# [Input for this task]
++++++++
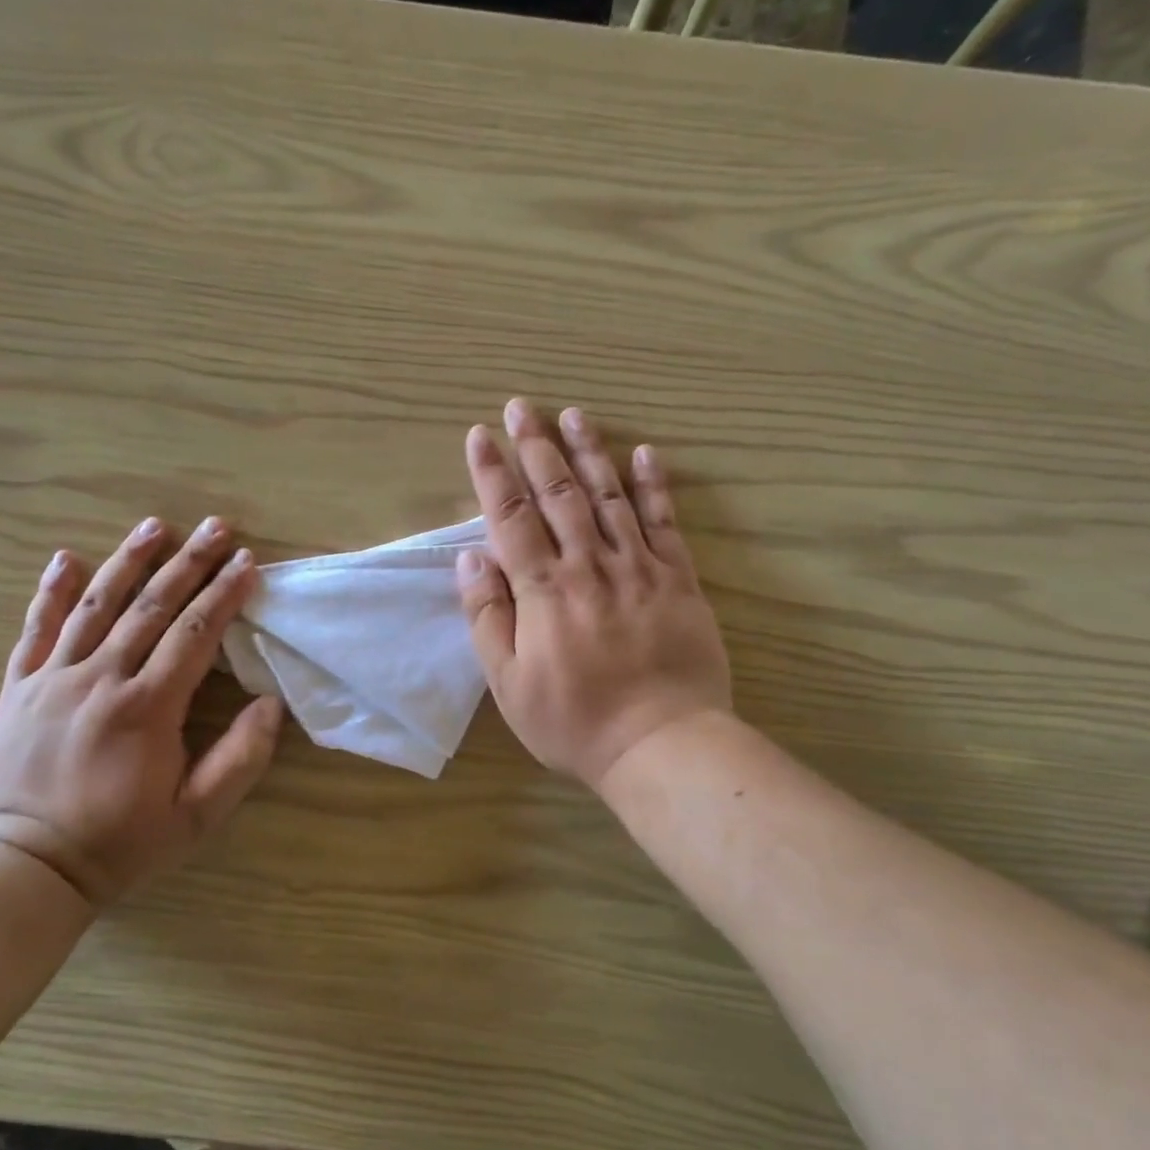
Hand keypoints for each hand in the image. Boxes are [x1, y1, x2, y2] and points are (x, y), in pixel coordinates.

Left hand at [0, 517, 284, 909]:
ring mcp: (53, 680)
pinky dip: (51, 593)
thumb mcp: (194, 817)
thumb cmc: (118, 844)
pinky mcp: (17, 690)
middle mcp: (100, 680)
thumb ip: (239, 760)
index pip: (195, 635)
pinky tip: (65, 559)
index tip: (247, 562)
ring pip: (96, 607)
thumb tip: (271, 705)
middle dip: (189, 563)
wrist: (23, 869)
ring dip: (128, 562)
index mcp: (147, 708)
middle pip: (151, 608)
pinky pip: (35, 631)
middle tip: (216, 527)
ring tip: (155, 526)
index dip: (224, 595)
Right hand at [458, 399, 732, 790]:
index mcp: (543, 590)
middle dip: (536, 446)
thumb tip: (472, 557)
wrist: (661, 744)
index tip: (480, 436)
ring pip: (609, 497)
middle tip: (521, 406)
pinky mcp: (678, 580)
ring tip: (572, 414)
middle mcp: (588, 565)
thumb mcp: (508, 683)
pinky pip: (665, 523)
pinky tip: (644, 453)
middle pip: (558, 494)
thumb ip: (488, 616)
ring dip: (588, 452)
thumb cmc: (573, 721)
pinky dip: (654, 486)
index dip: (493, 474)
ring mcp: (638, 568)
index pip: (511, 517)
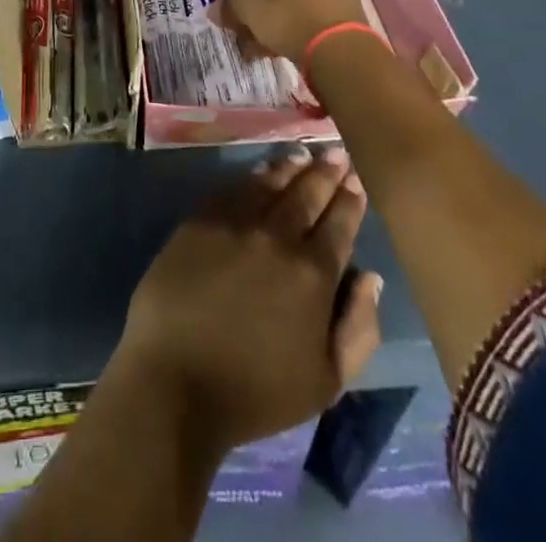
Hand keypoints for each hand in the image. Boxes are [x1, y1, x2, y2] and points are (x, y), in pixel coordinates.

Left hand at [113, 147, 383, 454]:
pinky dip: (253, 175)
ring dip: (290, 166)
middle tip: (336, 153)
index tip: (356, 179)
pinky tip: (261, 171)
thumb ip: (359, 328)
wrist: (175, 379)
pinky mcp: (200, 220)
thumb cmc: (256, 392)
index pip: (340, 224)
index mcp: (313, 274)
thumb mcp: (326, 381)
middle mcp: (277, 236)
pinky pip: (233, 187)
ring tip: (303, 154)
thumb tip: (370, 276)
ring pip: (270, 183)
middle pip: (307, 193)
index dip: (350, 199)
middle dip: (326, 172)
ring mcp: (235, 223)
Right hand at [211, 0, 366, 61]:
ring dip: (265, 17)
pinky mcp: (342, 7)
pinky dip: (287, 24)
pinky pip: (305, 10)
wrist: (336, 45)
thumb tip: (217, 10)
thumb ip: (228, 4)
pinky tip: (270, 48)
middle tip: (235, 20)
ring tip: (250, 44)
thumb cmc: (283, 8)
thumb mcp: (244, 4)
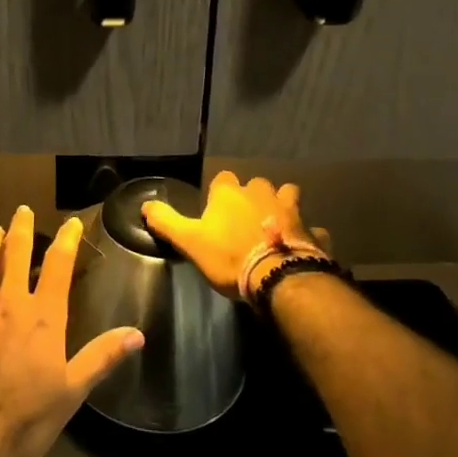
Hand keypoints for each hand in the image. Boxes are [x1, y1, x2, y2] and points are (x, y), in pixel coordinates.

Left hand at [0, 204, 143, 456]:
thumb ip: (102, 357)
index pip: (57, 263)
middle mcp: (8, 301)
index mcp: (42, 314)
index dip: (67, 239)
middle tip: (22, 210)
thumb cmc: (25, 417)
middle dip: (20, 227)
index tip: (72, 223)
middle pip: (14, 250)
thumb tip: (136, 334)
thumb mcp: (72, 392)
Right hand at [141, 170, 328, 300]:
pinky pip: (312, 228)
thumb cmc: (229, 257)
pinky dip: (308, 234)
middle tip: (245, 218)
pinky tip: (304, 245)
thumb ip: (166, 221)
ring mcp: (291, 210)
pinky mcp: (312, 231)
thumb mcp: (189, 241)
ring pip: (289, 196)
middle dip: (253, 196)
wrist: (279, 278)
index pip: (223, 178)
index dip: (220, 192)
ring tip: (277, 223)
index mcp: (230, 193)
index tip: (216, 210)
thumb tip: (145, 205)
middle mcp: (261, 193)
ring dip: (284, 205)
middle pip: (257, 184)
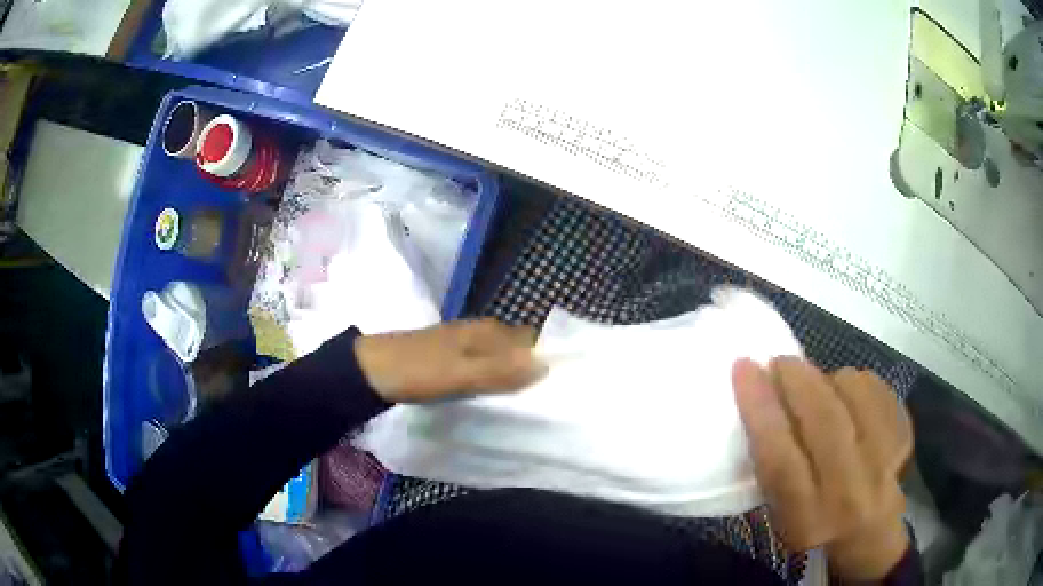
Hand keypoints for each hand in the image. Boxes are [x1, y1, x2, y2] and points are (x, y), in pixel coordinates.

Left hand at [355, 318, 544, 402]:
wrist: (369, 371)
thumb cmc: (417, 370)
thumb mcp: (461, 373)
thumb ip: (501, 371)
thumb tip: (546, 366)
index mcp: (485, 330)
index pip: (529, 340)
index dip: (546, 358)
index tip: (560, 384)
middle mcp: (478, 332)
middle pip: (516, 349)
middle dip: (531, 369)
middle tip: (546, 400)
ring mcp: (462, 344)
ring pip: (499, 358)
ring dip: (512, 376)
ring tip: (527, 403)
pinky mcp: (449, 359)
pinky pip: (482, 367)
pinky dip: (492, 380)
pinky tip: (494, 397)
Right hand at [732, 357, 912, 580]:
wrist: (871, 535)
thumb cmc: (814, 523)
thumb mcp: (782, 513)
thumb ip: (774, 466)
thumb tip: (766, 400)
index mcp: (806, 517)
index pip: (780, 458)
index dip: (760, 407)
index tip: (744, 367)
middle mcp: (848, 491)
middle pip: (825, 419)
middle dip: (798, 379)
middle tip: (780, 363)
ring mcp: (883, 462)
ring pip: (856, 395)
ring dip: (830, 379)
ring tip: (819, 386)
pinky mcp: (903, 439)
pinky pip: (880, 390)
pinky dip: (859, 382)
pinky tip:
++++++++
# [Task statement]
Everything in the preceding material must be transcribed exactly, except the images.

# [Answer below]
Hand keypoints for each hand in the image. Boxes are [x1, y1, x2, y2] and points are (x, y), in pixel coordinates.

Left hand at [0, 517, 284, 909]:
ring mcp: (53, 680)
pinky dip: (51, 593)
thumb mcp: (194, 817)
thumb cmc: (118, 844)
pinky mcp: (17, 690)
middle mcp: (100, 680)
thumb ip: (239, 760)
index pip: (195, 635)
pinky tip: (65, 559)
index tip: (247, 562)
ring pip: (96, 607)
thumb tip: (271, 705)
middle dip: (189, 563)
wrist: (23, 869)
ring dip: (128, 562)
index mcp: (147, 708)
middle pip: (151, 608)
pinky pip: (35, 631)
middle tip: (216, 527)
ring tip: (155, 526)
index dip: (224, 595)
Right hand at [458, 399, 732, 790]:
index mcp: (543, 590)
middle dip: (536, 446)
thumb tip: (472, 557)
wrist: (661, 744)
index tip: (480, 436)
ring pip: (609, 497)
middle tip: (521, 406)
pinky mcp: (678, 580)
ring tip: (572, 414)
middle mcp: (588, 565)
thumb mcp: (508, 683)
pinky pip: (665, 523)
pinky tip: (644, 453)
middle pip: (558, 494)
thumb ip: (488, 616)
ring dip: (588, 452)
thumb cmc: (573, 721)
pinky dip: (654, 486)
index dip: (493, 474)
ring mcp: (638, 568)
index pip: (511, 517)
Hand keypoints for each hand in the image. Boxes are [x1, y1, x2, y2] and points are (x, y), in pixel coordinates.

Left hand at [113, 147, 383, 454]:
pinky dip: (253, 175)
ring dip: (290, 166)
middle tip: (336, 153)
index tip: (356, 179)
pinky tip: (261, 171)
thumb ip: (359, 328)
wrist: (175, 379)
pinky mcp: (200, 220)
thumb cmc: (256, 392)
index pip: (340, 224)
index mcp: (313, 274)
thumb mcp: (326, 381)
middle mcp: (277, 236)
pinky pip: (233, 187)
ring tip: (303, 154)
thumb tip: (370, 276)
ring pip: (270, 183)
middle pip: (307, 193)
index dip: (350, 199)
middle dip: (326, 172)
ring mcp: (235, 223)
Right hand at [211, 0, 366, 61]:
ring dip: (265, 17)
pinky mcp: (342, 7)
pinky dip: (287, 24)
pinky pip: (305, 10)
wrist: (336, 45)
thumb tip: (217, 10)
thumb ip: (228, 4)
pinky tip: (270, 48)
middle tip: (235, 20)
ring tip: (250, 44)
thumb cmc: (283, 8)
thumb mcp: (244, 4)
Hand keypoints for each hand in the image. Boxes are [x1, y1, x2, y2] and points are (x, y), in pixel coordinates.

Left hand at [0, 204, 143, 456]:
thumb ip: (102, 357)
index pip: (57, 263)
middle mcp: (8, 301)
index mcp: (42, 314)
index dip: (67, 239)
middle tip: (22, 210)
thumb cmc: (25, 417)
middle dip: (20, 227)
index tip: (72, 223)
middle pip: (14, 250)
thumb tip: (136, 334)
thumb mcp: (72, 392)
Right hand at [141, 170, 328, 300]:
pinky pip: (312, 228)
thumb cmc: (229, 257)
pinky dip: (308, 234)
middle tip: (245, 218)
pinky tip: (304, 245)
thumb ip: (166, 221)
ring mcp: (291, 210)
pinky mcp: (312, 231)
thumb mcp: (189, 241)
ring pip: (289, 196)
middle dip: (253, 196)
wrist: (279, 278)
index pip: (223, 178)
index dip: (220, 192)
ring tip: (277, 223)
index mcp: (230, 193)
index tip: (216, 210)
thumb tip: (145, 205)
middle mcp: (261, 193)
ring dip: (284, 205)
middle pip: (257, 184)
Hand keypoints for each hand in the image. Boxes are [x1, y1, x2, y2] and points are (x, y), in pixel coordinates.

Left hand at [355, 318, 544, 402]:
wrist: (369, 371)
thumb cmc: (417, 370)
thumb mcp: (461, 373)
thumb ip: (501, 371)
thumb tip: (546, 366)
index mcp: (485, 330)
index pip: (529, 340)
index dip: (546, 358)
index tip: (560, 384)
middle mcp: (478, 332)
middle pip: (516, 349)
middle dip: (531, 369)
middle tip: (546, 400)
ring mcp: (462, 344)
ring pip: (499, 358)
ring dip: (512, 376)
ring tip: (527, 403)
pinky mcp: (449, 359)
pinky pip: (482, 367)
pinky dip: (492, 380)
pinky tip: (494, 397)
Right hand at [732, 357, 912, 580]:
wrist: (871, 535)
thumb cmc: (814, 523)
thumb mcp: (782, 513)
thumb ip: (774, 466)
thumb tip: (766, 400)
index mcp: (806, 517)
index pip: (780, 458)
index dip: (760, 407)
index tip: (744, 367)
middle mcp: (848, 491)
middle pip: (825, 419)
middle dip: (798, 379)
middle tip: (780, 363)
ring mcp: (883, 462)
ring pip: (856, 395)
ring dip: (830, 379)
ring tip: (819, 386)
pinky mcp: (903, 439)
pinky pip: (880, 390)
pinky dip: (859, 382)
pinky tip:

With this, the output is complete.